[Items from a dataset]
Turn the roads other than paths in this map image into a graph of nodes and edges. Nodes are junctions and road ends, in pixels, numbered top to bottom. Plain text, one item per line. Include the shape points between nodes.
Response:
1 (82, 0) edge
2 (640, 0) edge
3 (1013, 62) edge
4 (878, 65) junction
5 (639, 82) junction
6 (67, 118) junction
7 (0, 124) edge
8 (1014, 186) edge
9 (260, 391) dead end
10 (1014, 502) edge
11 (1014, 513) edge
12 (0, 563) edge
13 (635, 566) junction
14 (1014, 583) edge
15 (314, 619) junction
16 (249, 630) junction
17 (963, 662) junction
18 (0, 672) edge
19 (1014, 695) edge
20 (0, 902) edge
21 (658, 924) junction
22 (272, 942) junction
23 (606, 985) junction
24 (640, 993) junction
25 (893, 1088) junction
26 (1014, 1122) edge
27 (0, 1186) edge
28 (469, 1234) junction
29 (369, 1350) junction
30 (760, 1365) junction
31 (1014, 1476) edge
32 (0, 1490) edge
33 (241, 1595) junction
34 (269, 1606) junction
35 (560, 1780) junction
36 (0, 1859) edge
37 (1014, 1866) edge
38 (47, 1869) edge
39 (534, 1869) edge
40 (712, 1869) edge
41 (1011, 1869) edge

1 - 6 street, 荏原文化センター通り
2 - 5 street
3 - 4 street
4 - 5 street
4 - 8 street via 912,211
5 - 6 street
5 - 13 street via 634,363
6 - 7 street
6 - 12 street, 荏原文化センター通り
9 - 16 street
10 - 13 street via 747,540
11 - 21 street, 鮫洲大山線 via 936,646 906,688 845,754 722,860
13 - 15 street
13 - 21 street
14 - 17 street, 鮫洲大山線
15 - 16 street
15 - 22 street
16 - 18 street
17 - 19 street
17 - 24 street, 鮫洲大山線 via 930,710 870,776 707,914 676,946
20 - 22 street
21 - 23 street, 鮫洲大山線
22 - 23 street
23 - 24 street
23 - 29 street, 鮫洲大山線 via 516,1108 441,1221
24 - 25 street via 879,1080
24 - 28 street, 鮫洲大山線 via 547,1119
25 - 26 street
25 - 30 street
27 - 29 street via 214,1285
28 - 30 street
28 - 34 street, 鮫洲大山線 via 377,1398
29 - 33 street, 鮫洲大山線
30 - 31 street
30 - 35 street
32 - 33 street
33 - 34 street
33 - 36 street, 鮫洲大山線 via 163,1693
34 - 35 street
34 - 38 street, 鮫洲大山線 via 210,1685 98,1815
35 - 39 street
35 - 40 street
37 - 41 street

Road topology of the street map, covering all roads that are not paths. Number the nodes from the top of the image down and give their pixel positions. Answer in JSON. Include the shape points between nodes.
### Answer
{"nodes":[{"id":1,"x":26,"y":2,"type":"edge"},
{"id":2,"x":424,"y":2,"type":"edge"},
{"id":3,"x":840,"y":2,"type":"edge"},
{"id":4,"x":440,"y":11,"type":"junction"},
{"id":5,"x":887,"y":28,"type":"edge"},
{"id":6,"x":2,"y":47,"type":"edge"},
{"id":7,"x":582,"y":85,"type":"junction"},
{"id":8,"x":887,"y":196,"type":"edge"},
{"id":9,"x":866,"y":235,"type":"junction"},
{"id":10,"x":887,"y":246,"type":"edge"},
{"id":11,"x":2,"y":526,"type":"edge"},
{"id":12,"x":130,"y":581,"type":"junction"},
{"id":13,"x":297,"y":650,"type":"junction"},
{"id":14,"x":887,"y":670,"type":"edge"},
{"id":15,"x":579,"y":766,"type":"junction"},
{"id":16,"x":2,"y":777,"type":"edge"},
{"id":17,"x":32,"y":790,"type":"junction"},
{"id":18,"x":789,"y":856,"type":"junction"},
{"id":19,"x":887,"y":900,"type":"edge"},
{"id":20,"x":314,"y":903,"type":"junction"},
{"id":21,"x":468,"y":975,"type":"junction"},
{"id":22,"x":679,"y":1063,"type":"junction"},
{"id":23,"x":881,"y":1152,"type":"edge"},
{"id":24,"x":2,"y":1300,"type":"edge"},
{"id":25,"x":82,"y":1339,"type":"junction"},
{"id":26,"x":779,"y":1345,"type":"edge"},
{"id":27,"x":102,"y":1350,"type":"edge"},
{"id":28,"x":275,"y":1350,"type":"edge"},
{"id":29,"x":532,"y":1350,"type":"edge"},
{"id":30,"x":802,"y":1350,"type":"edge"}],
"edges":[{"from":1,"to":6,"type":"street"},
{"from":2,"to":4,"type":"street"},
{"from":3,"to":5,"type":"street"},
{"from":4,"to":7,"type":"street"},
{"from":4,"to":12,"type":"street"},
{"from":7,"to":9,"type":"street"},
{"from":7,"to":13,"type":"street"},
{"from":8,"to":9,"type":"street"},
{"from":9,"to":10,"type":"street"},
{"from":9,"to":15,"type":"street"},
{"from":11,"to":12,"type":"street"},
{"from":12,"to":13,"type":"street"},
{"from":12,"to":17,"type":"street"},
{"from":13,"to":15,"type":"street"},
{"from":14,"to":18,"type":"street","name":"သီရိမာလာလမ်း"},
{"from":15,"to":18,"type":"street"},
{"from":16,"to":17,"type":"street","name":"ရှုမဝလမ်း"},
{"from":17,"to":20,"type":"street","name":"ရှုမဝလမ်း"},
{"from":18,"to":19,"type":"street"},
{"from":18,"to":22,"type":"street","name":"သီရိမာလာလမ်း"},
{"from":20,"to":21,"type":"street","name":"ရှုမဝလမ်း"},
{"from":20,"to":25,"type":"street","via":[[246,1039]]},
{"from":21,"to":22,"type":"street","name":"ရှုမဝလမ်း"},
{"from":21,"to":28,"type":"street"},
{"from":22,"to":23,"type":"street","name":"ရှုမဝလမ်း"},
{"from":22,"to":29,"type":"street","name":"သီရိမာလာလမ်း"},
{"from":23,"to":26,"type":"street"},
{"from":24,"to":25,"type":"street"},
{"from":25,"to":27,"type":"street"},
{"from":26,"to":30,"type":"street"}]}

_What to produce_
Having read the records, return each one exactly.

_Exercise answer_
Turn the roads other than paths in this map image into a graph of nodes and edges. Nodes are junctions and road ends, in pixels, numbered top to bottom. Plain text, one item per line. Include the shape points between nodes.
Response:
1 (82, 0) edge
2 (640, 0) edge
3 (1013, 62) edge
4 (878, 65) junction
5 (639, 82) junction
6 (67, 118) junction
7 (0, 124) edge
8 (1014, 186) edge
9 (260, 391) dead end
10 (1014, 502) edge
11 (1014, 513) edge
12 (0, 563) edge
13 (635, 566) junction
14 (1014, 583) edge
15 (314, 619) junction
16 (249, 630) junction
17 (963, 662) junction
18 (0, 672) edge
19 (1014, 695) edge
20 (0, 902) edge
21 (658, 924) junction
22 (272, 942) junction
23 (606, 985) junction
24 (640, 993) junction
25 (893, 1088) junction
26 (1014, 1122) edge
27 (0, 1186) edge
28 (469, 1234) junction
29 (369, 1350) junction
30 (760, 1365) junction
31 (1014, 1476) edge
32 (0, 1490) edge
33 (241, 1595) junction
34 (269, 1606) junction
35 (560, 1780) junction
36 (0, 1859) edge
37 (1014, 1866) edge
38 (47, 1869) edge
39 (534, 1869) edge
40 (712, 1869) edge
41 (1011, 1869) edge

1 - 6 street, 荏原文化センター通り
2 - 5 street
3 - 4 street
4 - 5 street
4 - 8 street via 912,211
5 - 6 street
5 - 13 street via 634,363
6 - 7 street
6 - 12 street, 荏原文化センター通り
9 - 16 street
10 - 13 street via 747,540
11 - 21 street, 鮫洲大山線 via 936,646 906,688 845,754 722,860
13 - 15 street
13 - 21 street
14 - 17 street, 鮫洲大山線
15 - 16 street
15 - 22 street
16 - 18 street
17 - 19 street
17 - 24 street, 鮫洲大山線 via 930,710 870,776 707,914 676,946
20 - 22 street
21 - 23 street, 鮫洲大山線
22 - 23 street
23 - 24 street
23 - 29 street, 鮫洲大山線 via 516,1108 441,1221
24 - 25 street via 879,1080
24 - 28 street, 鮫洲大山線 via 547,1119
25 - 26 street
25 - 30 street
27 - 29 street via 214,1285
28 - 30 street
28 - 34 street, 鮫洲大山線 via 377,1398
29 - 33 street, 鮫洲大山線
30 - 31 street
30 - 35 street
32 - 33 street
33 - 34 street
33 - 36 street, 鮫洲大山線 via 163,1693
34 - 35 street
34 - 38 street, 鮫洲大山線 via 210,1685 98,1815
35 - 39 street
35 - 40 street
37 - 41 street

Road topology of the street map, covering all roads that are not paths. Number the nodes from the top of the image down and give their pixel positions. Answer in JSON. Include the shape points between nodes.
### Answer
{"nodes":[{"id":1,"x":26,"y":2,"type":"edge"},
{"id":2,"x":424,"y":2,"type":"edge"},
{"id":3,"x":840,"y":2,"type":"edge"},
{"id":4,"x":440,"y":11,"type":"junction"},
{"id":5,"x":887,"y":28,"type":"edge"},
{"id":6,"x":2,"y":47,"type":"edge"},
{"id":7,"x":582,"y":85,"type":"junction"},
{"id":8,"x":887,"y":196,"type":"edge"},
{"id":9,"x":866,"y":235,"type":"junction"},
{"id":10,"x":887,"y":246,"type":"edge"},
{"id":11,"x":2,"y":526,"type":"edge"},
{"id":12,"x":130,"y":581,"type":"junction"},
{"id":13,"x":297,"y":650,"type":"junction"},
{"id":14,"x":887,"y":670,"type":"edge"},
{"id":15,"x":579,"y":766,"type":"junction"},
{"id":16,"x":2,"y":777,"type":"edge"},
{"id":17,"x":32,"y":790,"type":"junction"},
{"id":18,"x":789,"y":856,"type":"junction"},
{"id":19,"x":887,"y":900,"type":"edge"},
{"id":20,"x":314,"y":903,"type":"junction"},
{"id":21,"x":468,"y":975,"type":"junction"},
{"id":22,"x":679,"y":1063,"type":"junction"},
{"id":23,"x":881,"y":1152,"type":"edge"},
{"id":24,"x":2,"y":1300,"type":"edge"},
{"id":25,"x":82,"y":1339,"type":"junction"},
{"id":26,"x":779,"y":1345,"type":"edge"},
{"id":27,"x":102,"y":1350,"type":"edge"},
{"id":28,"x":275,"y":1350,"type":"edge"},
{"id":29,"x":532,"y":1350,"type":"edge"},
{"id":30,"x":802,"y":1350,"type":"edge"}],
"edges":[{"from":1,"to":6,"type":"street"},
{"from":2,"to":4,"type":"street"},
{"from":3,"to":5,"type":"street"},
{"from":4,"to":7,"type":"street"},
{"from":4,"to":12,"type":"street"},
{"from":7,"to":9,"type":"street"},
{"from":7,"to":13,"type":"street"},
{"from":8,"to":9,"type":"street"},
{"from":9,"to":10,"type":"street"},
{"from":9,"to":15,"type":"street"},
{"from":11,"to":12,"type":"street"},
{"from":12,"to":13,"type":"street"},
{"from":12,"to":17,"type":"street"},
{"from":13,"to":15,"type":"street"},
{"from":14,"to":18,"type":"street","name":"သီရိမာလာလမ်း"},
{"from":15,"to":18,"type":"street"},
{"from":16,"to":17,"type":"street","name":"ရှုမဝလမ်း"},
{"from":17,"to":20,"type":"street","name":"ရှုမဝလမ်း"},
{"from":18,"to":19,"type":"street"},
{"from":18,"to":22,"type":"street","name":"သီရိမာလာလမ်း"},
{"from":20,"to":21,"type":"street","name":"ရှုမဝလမ်း"},
{"from":20,"to":25,"type":"street","via":[[246,1039]]},
{"from":21,"to":22,"type":"street","name":"ရှုမဝလမ်း"},
{"from":21,"to":28,"type":"street"},
{"from":22,"to":23,"type":"street","name":"ရှုမဝလမ်း"},
{"from":22,"to":29,"type":"street","name":"သီရိမာလာလမ်း"},
{"from":23,"to":26,"type":"street"},
{"from":24,"to":25,"type":"street"},
{"from":25,"to":27,"type":"street"},
{"from":26,"to":30,"type":"street"}]}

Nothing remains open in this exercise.